WORK REQUIRED — From the data below, copy out every line in which the word "edges" occurs.

--- RECORDED DATA Enclosed Below ---

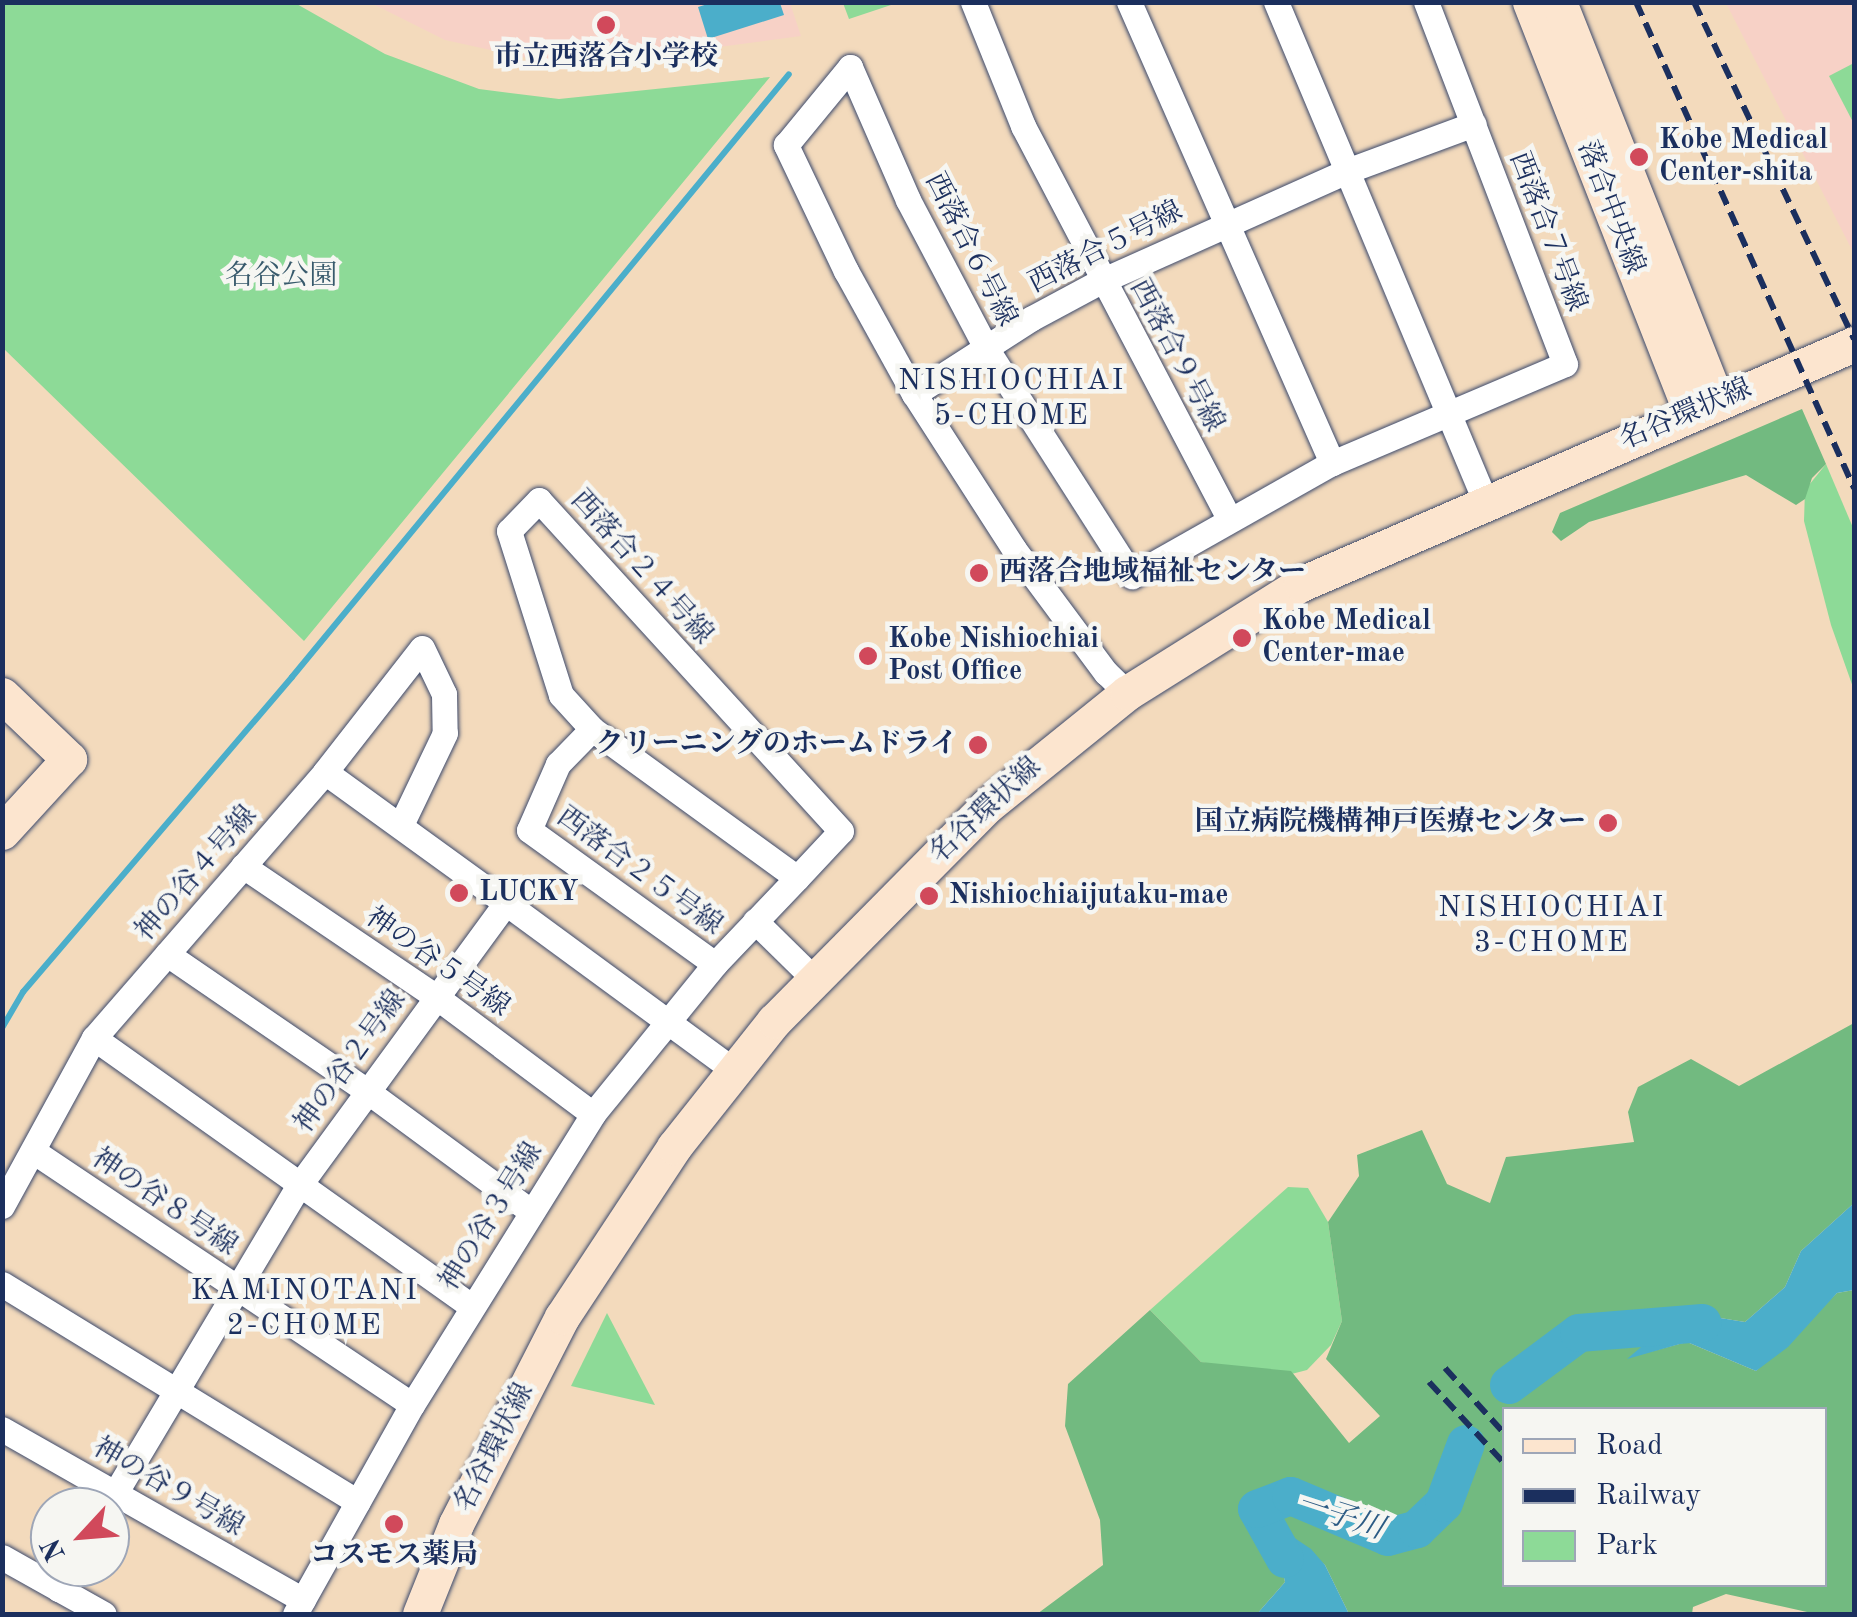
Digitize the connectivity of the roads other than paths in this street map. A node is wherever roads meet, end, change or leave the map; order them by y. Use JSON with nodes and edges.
{"nodes":[{"id":1,"x":973,"y":2,"type":"edge"},
{"id":2,"x":1128,"y":2,"type":"edge"},
{"id":3,"x":1276,"y":2,"type":"edge"},
{"id":4,"x":1426,"y":2,"type":"edge"},
{"id":5,"x":1530,"y":2,"type":"edge"},
{"id":6,"x":1559,"y":2,"type":"edge"},
{"id":7,"x":1474,"y":124,"type":"junction"},
{"id":8,"x":1347,"y":171,"type":"junction"},
{"id":9,"x":1225,"y":222,"type":"junction"},
{"id":10,"x":1101,"y":281,"type":"junction"},
{"id":11,"x":1854,"y":344,"type":"edge"},
{"id":12,"x":986,"y":348,"type":"junction"},
{"id":13,"x":914,"y":394,"type":"junction"},
{"id":14,"x":1704,"y":406,"type":"junction"},
{"id":15,"x":1446,"y":413,"type":"junction"},
{"id":16,"x":1332,"y":464,"type":"junction"},
{"id":17,"x":1485,"y":501,"type":"junction"},
{"id":18,"x":1229,"y":518,"type":"junction"},
{"id":19,"x":1127,"y":693,"type":"junction"},
{"id":20,"x":2,"y":695,"type":"edge"},
{"id":21,"x":592,"y":729,"type":"junction"},
{"id":22,"x":325,"y":772,"type":"junction"},
{"id":23,"x":400,"y":824,"type":"junction"},
{"id":24,"x":2,"y":832,"type":"edge"},
{"id":25,"x":243,"y":866,"type":"junction"},
{"id":26,"x":797,"y":878,"type":"junction"},
{"id":27,"x":506,"y":903,"type":"junction"},
{"id":28,"x":755,"y":922,"type":"junction"},
{"id":29,"x":168,"y":954,"type":"junction"},
{"id":30,"x":714,"y":964,"type":"junction"},
{"id":31,"x":814,"y":979,"type":"junction"},
{"id":32,"x":435,"y":996,"type":"junction"},
{"id":33,"x":667,"y":1019,"type":"junction"},
{"id":34,"x":94,"y":1038,"type":"junction"},
{"id":35,"x":735,"y":1071,"type":"junction"},
{"id":36,"x":367,"y":1091,"type":"junction"},
{"id":37,"x":593,"y":1114,"type":"junction"},
{"id":38,"x":33,"y":1151,"type":"junction"},
{"id":39,"x":298,"y":1186,"type":"junction"},
{"id":40,"x":2,"y":1206,"type":"edge"},
{"id":41,"x":529,"y":1210,"type":"junction"},
{"id":42,"x":2,"y":1284,"type":"edge"},
{"id":43,"x":236,"y":1288,"type":"junction"},
{"id":44,"x":472,"y":1306,"type":"junction"},
{"id":45,"x":176,"y":1391,"type":"junction"},
{"id":46,"x":412,"y":1405,"type":"junction"},
{"id":47,"x":2,"y":1429,"type":"edge"},
{"id":48,"x":92,"y":1487,"type":"edge"},
{"id":49,"x":120,"y":1487,"type":"edge"},
{"id":50,"x":358,"y":1502,"type":"junction"},
{"id":51,"x":130,"y":1510,"type":"edge"},
{"id":52,"x":2,"y":1557,"type":"edge"},
{"id":53,"x":30,"y":1566,"type":"edge"},
{"id":54,"x":76,"y":1587,"type":"edge"},
{"id":55,"x":299,"y":1607,"type":"edge"},
{"id":56,"x":104,"y":1614,"type":"edge"},
{"id":57,"x":420,"y":1614,"type":"edge"}],
"edges":[{"from":1,"to":10,"type":"street","name":"西落合９号線"},
{"from":2,"to":9,"type":"street"},
{"from":3,"to":8,"type":"street"},
{"from":4,"to":7,"type":"street","name":"西落合７号線"},
{"from":5,"to":14,"type":"street","name":"落合中央線"},
{"from":6,"to":14,"type":"street","name":"落合中央線"},
{"from":7,"to":8,"type":"street","name":"西落合５号線"},
{"from":7,"to":15,"type":"street","name":"西落合７号線"},
{"from":8,"to":9,"type":"street","name":"西落合５号線"},
{"from":8,"to":15,"type":"street"},
{"from":9,"to":10,"type":"street","name":"西落合５号線"},
{"from":9,"to":16,"type":"street"},
{"from":10,"to":12,"type":"street","name":"西落合５号線"},
{"from":10,"to":18,"type":"street","name":"西落合９号線"},
{"from":11,"to":14,"type":"street","name":"名谷環状線"},
{"from":12,"to":13,"type":"street","name":"西落合５号線"},
{"from":12,"to":13,"type":"street","name":"西落合６号線"},
{"from":12,"to":18,"type":"street","name":"西落合６号線"},
{"from":13,"to":19,"type":"street"},
{"from":14,"to":17,"type":"street","name":"名谷環状線"},
{"from":15,"to":16,"type":"street","name":"西落合６号線"},
{"from":15,"to":17,"type":"street"},
{"from":16,"to":18,"type":"street","name":"西落合６号線"},
{"from":17,"to":19,"type":"street","name":"名谷環状線"},
{"from":19,"to":31,"type":"street","name":"名谷環状線"},
{"from":20,"to":24,"type":"street"},
{"from":21,"to":26,"type":"street","name":"西落合２４号線"},
{"from":21,"to":26,"type":"street","name":"西落合２４号線"},
{"from":21,"to":30,"type":"street","name":"西落合２５号線"},
{"from":22,"to":23,"type":"street"},
{"from":22,"to":23,"type":"street","name":"神の谷４号線"},
{"from":22,"to":25,"type":"street","name":"神の谷４号線"},
{"from":23,"to":27,"type":"street"},
{"from":25,"to":29,"type":"street","name":"神の谷４号線"},
{"from":25,"to":32,"type":"street","name":"神の谷５号線"},
{"from":26,"to":28,"type":"street","name":"西落合２４号線"},
{"from":27,"to":32,"type":"street","name":"神の谷２号線"},
{"from":27,"to":33,"type":"street"},
{"from":28,"to":30,"type":"street","name":"西落合２４号線"},
{"from":28,"to":31,"type":"street"},
{"from":29,"to":34,"type":"street","name":"神の谷４号線"},
{"from":29,"to":36,"type":"street"},
{"from":30,"to":33,"type":"street","name":"西落合２４号線"},
{"from":31,"to":35,"type":"street","name":"名谷環状線"},
{"from":32,"to":36,"type":"street","name":"神の谷２号線"},
{"from":32,"to":37,"type":"street","name":"神の谷５号線"},
{"from":33,"to":35,"type":"street"},
{"from":33,"to":37,"type":"street","name":"神の谷３号線"},
{"from":34,"to":38,"type":"street","name":"神の谷４号線"},
{"from":34,"to":39,"type":"street"},
{"from":35,"to":57,"type":"street","name":"名谷環状線"},
{"from":36,"to":39,"type":"street","name":"神の谷２号線"},
{"from":36,"to":41,"type":"street"},
{"from":37,"to":41,"type":"street","name":"神の谷３号線"},
{"from":38,"to":40,"type":"street","name":"神の谷４号線"},
{"from":38,"to":43,"type":"street","name":"神の谷８号線"},
{"from":39,"to":43,"type":"street","name":"神の谷２号線"},
{"from":39,"to":44,"type":"street"},
{"from":41,"to":44,"type":"street","name":"神の谷３号線"},
{"from":42,"to":45,"type":"street"},
{"from":43,"to":45,"type":"street","name":"神の谷２号線"},
{"from":43,"to":46,"type":"street","name":"神の谷８号線"},
{"from":44,"to":46,"type":"street","name":"神の谷３号線"},
{"from":45,"to":49,"type":"street","name":"神の谷２号線"},
{"from":45,"to":50,"type":"street"},
{"from":46,"to":50,"type":"street","name":"神の谷３号線"},
{"from":47,"to":48,"type":"street","name":"神の谷９号線"},
{"from":50,"to":55,"type":"street","name":"神の谷３号線"},
{"from":51,"to":55,"type":"street","name":"神の谷９号線"},
{"from":52,"to":53,"type":"street"},
{"from":54,"to":56,"type":"street"}]}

--- End of Enclosed RECORDED DATA ---

WRITTEN RESPONSE —
Digitize the connectivity of the roads other than paths in this street map. A node is wherever roads meet, end, change or leave the map; order them by y. Use JSON with nodes and edges.
"edges":[{"from":1,"to":10,"type":"street","name":"西落合９号線"},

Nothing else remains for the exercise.